En omdat dat niet genoeg was, gingen ze daarna ouwehoeren met medicineballen.
“Voor de buikspiertjes”. Dat was lang geleden.
Nu tien jaar later
stond hij weer in dezelfde ruimte. Het leek alsof hij nooit was weggeweest. Het
was er nog net zo druk, de jongens waren nog net zo macho, de meisjes waren nog
net zou knap en het rook er nog altijd hetzelfde. Zweet en schoonmaakmiddel. Een
uitermate penetrante combinatie.
Het enige dat
anders was, afgezien van de nieuwe fitnesstoestellen, was hij. Hij was ouder
geworden, maar dat was het probleem niet. Door de vele triatlontrainingen na
zijn studentenperiode was hij goed geconserveerd gebleven. En omdat hij net de
tondeuse over zijn hoofd had gehaald, waren de grijze haren ook nauwelijks
zichtbaar. Waarschijnlijk had niemand hem opgemerkt als hij gewoon een
joggingbroek en een effen zwart hemd had gedragen. Maar dat had hij niet. Zijn klederdracht
was atypisch en daarom keken de andere aanwezigen in de zaal hem meewarig aan.

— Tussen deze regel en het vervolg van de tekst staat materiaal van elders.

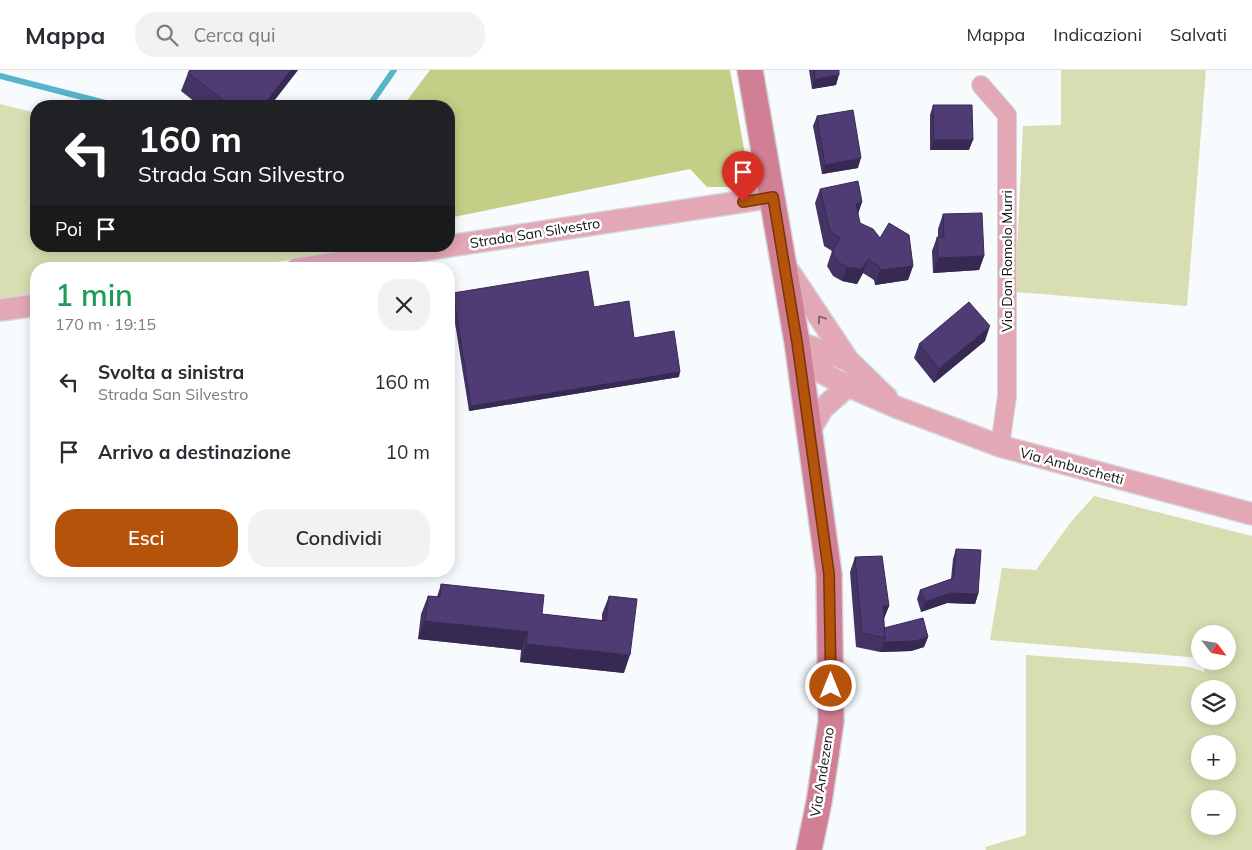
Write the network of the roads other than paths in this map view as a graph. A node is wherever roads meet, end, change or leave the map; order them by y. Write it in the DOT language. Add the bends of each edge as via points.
graph roads {
  1 [pos="750,70"];
  2 [pos="981,85"];
  3 [pos="773,197"];
  4 [pos="455,245"];
  5 [pos="409,252"];
  6 [pos="343,262"];
  7 [pos="784,263"];
  8 [pos="30,305"];
  9 [pos="0,310"];
  10 [pos="798,352"];
  11 [pos="848,360"];
  12 [pos="848,386"];
  13 [pos="896,406"];
  14 [pos="809,432"];
  15 [pos="1000,446"];
  16 [pos="1252,514"];
  17 [pos="808,850"];
  1 -- 3 [label="main road, Via Andezeno"];
  2 -- 15 [label="street, Via Don Romolo Murri" via="1007,115 1006,396"];
  3 -- 4 [label="street, Strada San Silvestro"];
  3 -- 7 [label="main road, Via Andezeno"];
  5 -- 6 [label="street, Strada San Silvestro"];
  7 -- 10 [label="main road, Via Andezeno"];
  11 -- 7 [label="street, Via Ambuschetti, one-way"];
  8 -- 9 [label="street"];
  10 -- 11 [label="street, Via Ambuschetti"];
  10 -- 12 [label="street, Via Ambuschetti"];
  10 -- 14 [label="main road, Via Andezeno"];
  11 -- 13 [label="street, Via Ambuschetti"];
  12 -- 13 [label="street, Via Ambuschetti"];
  12 -- 14 [label="street" via="822,409"];
  13 -- 15 [label="street, Via Ambuschetti"];
  14 -- 17 [label="main road, Via Andezeno" via="829,574 831,722"];
  15 -- 16 [label="street, Via Ambuschetti"];
}
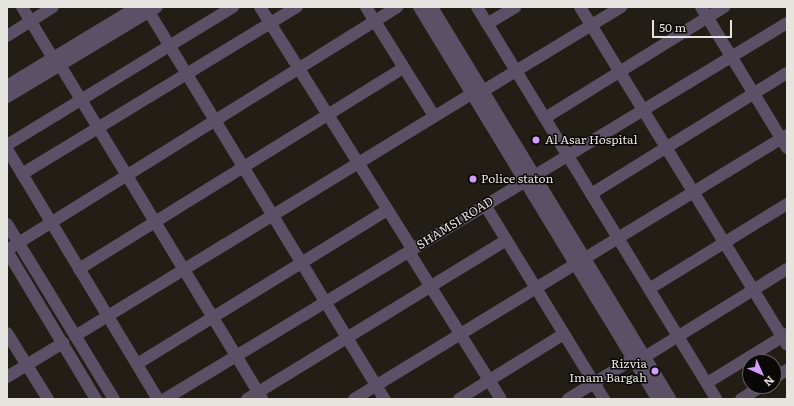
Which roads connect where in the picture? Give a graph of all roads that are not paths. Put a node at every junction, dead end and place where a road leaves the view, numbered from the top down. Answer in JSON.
{"nodes":[{"id":1,"x":22,"y":7,"type":"edge"},
{"id":2,"x":53,"y":7,"type":"edge"},
{"id":3,"x":137,"y":7,"type":"edge"},
{"id":4,"x":233,"y":7,"type":"edge"},
{"id":5,"x":260,"y":7,"type":"edge"},
{"id":6,"x":297,"y":7,"type":"edge"},
{"id":7,"x":366,"y":7,"type":"edge"},
{"id":8,"x":398,"y":7,"type":"edge"},
{"id":9,"x":419,"y":7,"type":"edge"},
{"id":10,"x":432,"y":7,"type":"edge"},
{"id":11,"x":477,"y":7,"type":"edge"},
{"id":12,"x":515,"y":7,"type":"edge"},
{"id":13,"x":580,"y":7,"type":"edge"},
{"id":14,"x":621,"y":7,"type":"edge"},
{"id":15,"x":701,"y":7,"type":"edge"},
{"id":16,"x":724,"y":7,"type":"edge"},
{"id":17,"x":150,"y":9,"type":"edge"},
{"id":18,"x":707,"y":18,"type":"junction"},
{"id":19,"x":30,"y":21,"type":"junction"},
{"id":20,"x":374,"y":21,"type":"junction"},
{"id":21,"x":270,"y":23,"type":"junction"},
{"id":22,"x":787,"y":23,"type":"edge"},
{"id":23,"x":487,"y":24,"type":"junction"},
{"id":24,"x":592,"y":25,"type":"junction"},
{"id":25,"x":7,"y":36,"type":"edge"},
{"id":26,"x":169,"y":46,"type":"junction"},
{"id":27,"x":730,"y":56,"type":"junction"},
{"id":28,"x":56,"y":61,"type":"junction"},
{"id":29,"x":403,"y":68,"type":"junction"},
{"id":30,"x":299,"y":69,"type":"junction"},
{"id":31,"x":516,"y":71,"type":"junction"},
{"id":32,"x":620,"y":72,"type":"junction"},
{"id":33,"x":787,"y":73,"type":"edge"},
{"id":34,"x":186,"y":74,"type":"junction"},
{"id":35,"x":7,"y":86,"type":"edge"},
{"id":36,"x":478,"y":93,"type":"junction"},
{"id":37,"x":754,"y":94,"type":"junction"},
{"id":38,"x":7,"y":97,"type":"edge"},
{"id":39,"x":81,"y":100,"type":"junction"},
{"id":40,"x":643,"y":109,"type":"junction"},
{"id":41,"x":327,"y":115,"type":"junction"},
{"id":42,"x":434,"y":116,"type":"junction"},
{"id":43,"x":545,"y":118,"type":"junction"},
{"id":44,"x":214,"y":121,"type":"junction"},
{"id":45,"x":98,"y":128,"type":"junction"},
{"id":46,"x":785,"y":141,"type":"edge"},
{"id":47,"x":7,"y":145,"type":"edge"},
{"id":48,"x":666,"y":147,"type":"junction"},
{"id":49,"x":7,"y":149,"type":"edge"},
{"id":50,"x":567,"y":155,"type":"junction"},
{"id":51,"x":358,"y":163,"type":"junction"},
{"id":52,"x":243,"y":168,"type":"junction"},
{"id":53,"x":22,"y":174,"type":"junction"},
{"id":54,"x":127,"y":176,"type":"junction"},
{"id":55,"x":530,"y":178,"type":"junction"},
{"id":56,"x":694,"y":192,"type":"junction"},
{"id":57,"x":591,"y":194,"type":"junction"},
{"id":58,"x":787,"y":204,"type":"edge"},
{"id":59,"x":485,"y":205,"type":"junction"},
{"id":60,"x":387,"y":210,"type":"junction"},
{"id":61,"x":271,"y":215,"type":"junction"},
{"id":62,"x":52,"y":222,"type":"junction"},
{"id":63,"x":155,"y":222,"type":"junction"},
{"id":64,"x":7,"y":224,"type":"edge"},
{"id":65,"x":618,"y":238,"type":"junction"},
{"id":66,"x":506,"y":240,"type":"junction"},
{"id":67,"x":19,"y":243,"type":"junction"},
{"id":68,"x":724,"y":243,"type":"junction"},
{"id":69,"x":7,"y":251,"type":"edge"},
{"id":70,"x":411,"y":251,"type":"junction"},
{"id":71,"x":580,"y":262,"type":"junction"},
{"id":72,"x":300,"y":263,"type":"junction"},
{"id":73,"x":79,"y":269,"type":"junction"},
{"id":74,"x":184,"y":269,"type":"junction"},
{"id":75,"x":787,"y":269,"type":"edge"},
{"id":76,"x":430,"y":286,"type":"junction"},
{"id":77,"x":536,"y":288,"type":"junction"},
{"id":78,"x":649,"y":289,"type":"junction"},
{"id":79,"x":753,"y":290,"type":"junction"},
{"id":80,"x":324,"y":303,"type":"junction"},
{"id":81,"x":108,"y":316,"type":"junction"},
{"id":82,"x":213,"y":317,"type":"junction"},
{"id":83,"x":7,"y":333,"type":"edge"},
{"id":84,"x":461,"y":334,"type":"junction"},
{"id":85,"x":564,"y":334,"type":"junction"},
{"id":86,"x":75,"y":336,"type":"junction"},
{"id":87,"x":678,"y":337,"type":"junction"},
{"id":88,"x":346,"y":338,"type":"junction"},
{"id":89,"x":785,"y":338,"type":"edge"},
{"id":90,"x":63,"y":344,"type":"junction"},
{"id":91,"x":236,"y":356,"type":"junction"},
{"id":92,"x":637,"y":360,"type":"junction"},
{"id":93,"x":137,"y":364,"type":"junction"},
{"id":94,"x":27,"y":365,"type":"junction"},
{"id":95,"x":7,"y":378,"type":"edge"},
{"id":96,"x":489,"y":380,"type":"junction"},
{"id":97,"x":594,"y":383,"type":"junction"},
{"id":98,"x":707,"y":383,"type":"junction"},
{"id":99,"x":376,"y":386,"type":"junction"},
{"id":100,"x":260,"y":396,"type":"edge"},
{"id":101,"x":48,"y":399,"type":"edge"},
{"id":102,"x":96,"y":399,"type":"edge"},
{"id":103,"x":114,"y":399,"type":"edge"},
{"id":104,"x":158,"y":399,"type":"edge"},
{"id":105,"x":165,"y":399,"type":"edge"},
{"id":106,"x":247,"y":399,"type":"edge"},
{"id":107,"x":354,"y":399,"type":"edge"},
{"id":108,"x":384,"y":399,"type":"edge"},
{"id":109,"x":459,"y":399,"type":"edge"},
{"id":110,"x":501,"y":399,"type":"edge"},
{"id":111,"x":568,"y":399,"type":"edge"},
{"id":112,"x":604,"y":399,"type":"edge"},
{"id":113,"x":657,"y":399,"type":"edge"},
{"id":114,"x":670,"y":399,"type":"edge"},
{"id":115,"x":716,"y":399,"type":"edge"}],
"edges":[{"from":1,"to":19,"type":"street"},
{"from":2,"to":19,"type":"street"},
{"from":3,"to":28,"type":"street"},
{"from":4,"to":26,"type":"street"},
{"from":5,"to":21,"type":"street"},
{"from":6,"to":21,"type":"street"},
{"from":7,"to":20,"type":"street"},
{"from":8,"to":20,"type":"street"},
{"from":9,"to":36,"type":"street"},
{"from":10,"to":36,"type":"street"},
{"from":11,"to":23,"type":"street"},
{"from":12,"to":23,"type":"street"},
{"from":13,"to":24,"type":"street"},
{"from":14,"to":24,"type":"street"},
{"from":15,"to":18,"type":"street"},
{"from":16,"to":18,"type":"street"},
{"from":17,"to":26,"type":"street"},
{"from":17,"to":28,"type":"street"},
{"from":18,"to":27,"type":"street"},
{"from":18,"to":32,"type":"street"},
{"from":19,"to":25,"type":"street"},
{"from":19,"to":28,"type":"street"},
{"from":20,"to":29,"type":"street"},
{"from":20,"to":30,"type":"street"},
{"from":21,"to":30,"type":"street"},
{"from":21,"to":34,"type":"street"},
{"from":22,"to":27,"type":"street","name":"SHAMSI ROAD"},
{"from":23,"to":31,"type":"street"},
{"from":24,"to":31,"type":"street"},
{"from":24,"to":32,"type":"street"},
{"from":26,"to":34,"type":"street"},
{"from":26,"to":39,"type":"street"},
{"from":27,"to":37,"type":"street"},
{"from":27,"to":40,"type":"street","name":"SHAMSI ROAD"},
{"from":28,"to":35,"type":"street"},
{"from":28,"to":38,"type":"street"},
{"from":28,"to":39,"type":"street"},
{"from":29,"to":41,"type":"street"},
{"from":29,"to":42,"type":"street"},
{"from":30,"to":41,"type":"street"},
{"from":30,"to":44,"type":"street"},
{"from":31,"to":36,"type":"street"},
{"from":31,"to":43,"type":"street"},
{"from":32,"to":40,"type":"street"},
{"from":32,"to":43,"type":"street"},
{"from":33,"to":37,"type":"street"},
{"from":34,"to":44,"type":"street"},
{"from":34,"to":45,"type":"street"},
{"from":36,"to":42,"type":"street"},
{"from":36,"to":55,"type":"street"},
{"from":37,"to":46,"type":"street"},
{"from":37,"to":48,"type":"street"},
{"from":39,"to":45,"type":"street"},
{"from":39,"to":47,"type":"street"},
{"from":40,"to":48,"type":"street"},
{"from":40,"to":50,"type":"street","name":"SHAMSI ROAD"},
{"from":41,"to":51,"type":"street"},
{"from":41,"to":52,"type":"street"},
{"from":42,"to":51,"type":"street"},
{"from":43,"to":50,"type":"street"},
{"from":44,"to":52,"type":"street"},
{"from":44,"to":54,"type":"street"},
{"from":45,"to":53,"type":"street"},
{"from":45,"to":54,"type":"street"},
{"from":46,"to":56,"type":"street"},
{"from":48,"to":56,"type":"street"},
{"from":48,"to":57,"type":"street"},
{"from":49,"to":53,"type":"street"},
{"from":50,"to":55,"type":"street","name":"SHAMSI ROAD"},
{"from":50,"to":57,"type":"street"},
{"from":51,"to":60,"type":"street"},
{"from":51,"to":61,"type":"street"},
{"from":52,"to":61,"type":"street"},
{"from":52,"to":63,"type":"street"},
{"from":53,"to":62,"type":"street"},
{"from":54,"to":62,"type":"street"},
{"from":54,"to":63,"type":"street"},
{"from":55,"to":59,"type":"street","name":"SHAMSI ROAD"},
{"from":55,"to":71,"type":"street"},
{"from":56,"to":65,"type":"street"},
{"from":56,"to":68,"type":"street"},
{"from":57,"to":65,"type":"street"},
{"from":58,"to":68,"type":"street"},
{"from":59,"to":66,"type":"street"},
{"from":59,"to":70,"type":"street","name":"SHAMSI ROAD"},
{"from":60,"to":70,"type":"street"},
{"from":60,"to":72,"type":"street"},
{"from":61,"to":72,"type":"street"},
{"from":61,"to":74,"type":"street"},
{"from":62,"to":67,"type":"street"},
{"from":62,"to":73,"type":"street"},
{"from":63,"to":73,"type":"street"},
{"from":63,"to":74,"type":"street"},
{"from":64,"to":67,"type":"street"},
{"from":65,"to":71,"type":"street"},
{"from":65,"to":78,"type":"street"},
{"from":66,"to":76,"type":"street"},
{"from":66,"to":77,"type":"street"},
{"from":67,"to":69,"type":"street"},
{"from":67,"to":86,"type":"street"},
{"from":68,"to":78,"type":"street"},
{"from":68,"to":79,"type":"street"},
{"from":69,"to":90,"type":"street"},
{"from":70,"to":76,"type":"street"},
{"from":70,"to":80,"type":"street","name":"SHAMSI ROAD"},
{"from":71,"to":77,"type":"street"},
{"from":71,"to":92,"type":"street"},
{"from":72,"to":80,"type":"street"},
{"from":72,"to":82,"type":"street"},
{"from":73,"to":81,"type":"street"},
{"from":74,"to":81,"type":"street"},
{"from":74,"to":82,"type":"street"},
{"from":75,"to":79,"type":"street"},
{"from":76,"to":84,"type":"street"},
{"from":76,"to":88,"type":"street"},
{"from":77,"to":84,"type":"street"},
{"from":77,"to":85,"type":"street"},
{"from":78,"to":87,"type":"street"},
{"from":79,"to":87,"type":"street"},
{"from":79,"to":89,"type":"street"},
{"from":80,"to":88,"type":"street"},
{"from":80,"to":91,"type":"street","name":"SHAMSI ROAD"},
{"from":81,"to":86,"type":"street"},
{"from":81,"to":93,"type":"street"},
{"from":82,"to":91,"type":"street"},
{"from":82,"to":93,"type":"street"},
{"from":83,"to":94,"type":"street"},
{"from":84,"to":96,"type":"street"},
{"from":84,"to":99,"type":"street"},
{"from":85,"to":96,"type":"street"},
{"from":85,"to":97,"type":"street"},
{"from":86,"to":103,"type":"street"},
{"from":87,"to":92,"type":"street"},
{"from":87,"to":98,"type":"street"},
{"from":88,"to":99,"type":"street"},
{"from":88,"to":100,"type":"street"},
{"from":89,"to":98,"type":"street"},
{"from":90,"to":94,"type":"street"},
{"from":90,"to":102,"type":"street"},
{"from":91,"to":100,"type":"street"},
{"from":91,"to":105,"type":"street","name":"SHAMSI ROAD"},
{"from":92,"to":97,"type":"street"},
{"from":92,"to":113,"type":"street"},
{"from":92,"to":114,"type":"street"},
{"from":93,"to":104,"type":"street"},
{"from":94,"to":95,"type":"street"},
{"from":94,"to":101,"type":"street"},
{"from":96,"to":109,"type":"street"},
{"from":96,"to":110,"type":"street"},
{"from":97,"to":111,"type":"street"},
{"from":97,"to":112,"type":"street"},
{"from":98,"to":115,"type":"street"},
{"from":99,"to":107,"type":"street"},
{"from":99,"to":108,"type":"street"},
{"from":100,"to":106,"type":"street"}]}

Alsof er een Marokkaan een PVV-bijeenkomst binnenliep.
Voor hem was zijn
outfit niet meer dan normaal. Zijn lichtblauwe shirt, waarop stond dat hij de
finish was gepasseerd tijdens de Ironman 70.3 van Rapperswil, viel op zich niet
zo op. Zijn rode Skinfit-tight was, toegegeven, wat kwestieuzer. Met name omdat
zijn edele delen ietwat geaccentueerd werden. Ook de zilverkleurige letters op
zijn dij vielen op, maar dat alles viel in het niet bij de knalgele schoenen
met een neonblauw Nike-logo. Door de onsamenhangende kleuren leek hij op een
paradijsvogel, die alleen onder zeer bepaalde omstandigheden onopvallend zou
zijn gebleven. Tijdens een Lady Gaga-concert en te midden van een groep
triatleten.
Bij de Ironmans
waar hij aanwezig was geweest, had hij ze wel gezien. Van die excentriekelingen
die vanaf een aantal dagen voor de wedstrijd rondzwierven in de omgeving van
het inschrijfbureau en expo. Hun huid getatoeëerd met tribale tekens en
allerhande triatlonsymbolen en hun kleding als kerfstok. Dat wil zeggen: een
broek van een bij voorkeur groot kampioenschap. Als het even kon gesponsord
door Ford. Een shirt van een recent evenement. Ironman wel te verstaan. De
onderbenen bedekt met compressiekousen, want je kunt immers nooit genoeg
herstellen. En altijd neonkleurige schoenen. Als ijdele paradepaardjes liepen
ze heen en weer om te kijken en bekeken te worden.
Hij was een aantal
keren getuige geweest van deze catwalk en had zijn ogen uitgekeken als hij er
weer eentje zag die zich probeerde te onderscheiden van de massa. Meestal vond
hij het grappig. Soms een beetje pathetisch.
Maar nu stond hij
daar tussen de studenten in zijn lichtblauwe-felrode-kanariegele-neonblauwe
tenue. Zichzelf realiserend dat hij zich langzaam maar zeker had aangepast aan
de triatlonmode. Hij was in de jaren langzaam veranderd in een triatlonlemming,
die zich had geschikt aan de normen van de groep. Binnen de groep viel hij
waarschijnlijk niet op. In deze sportschool wel.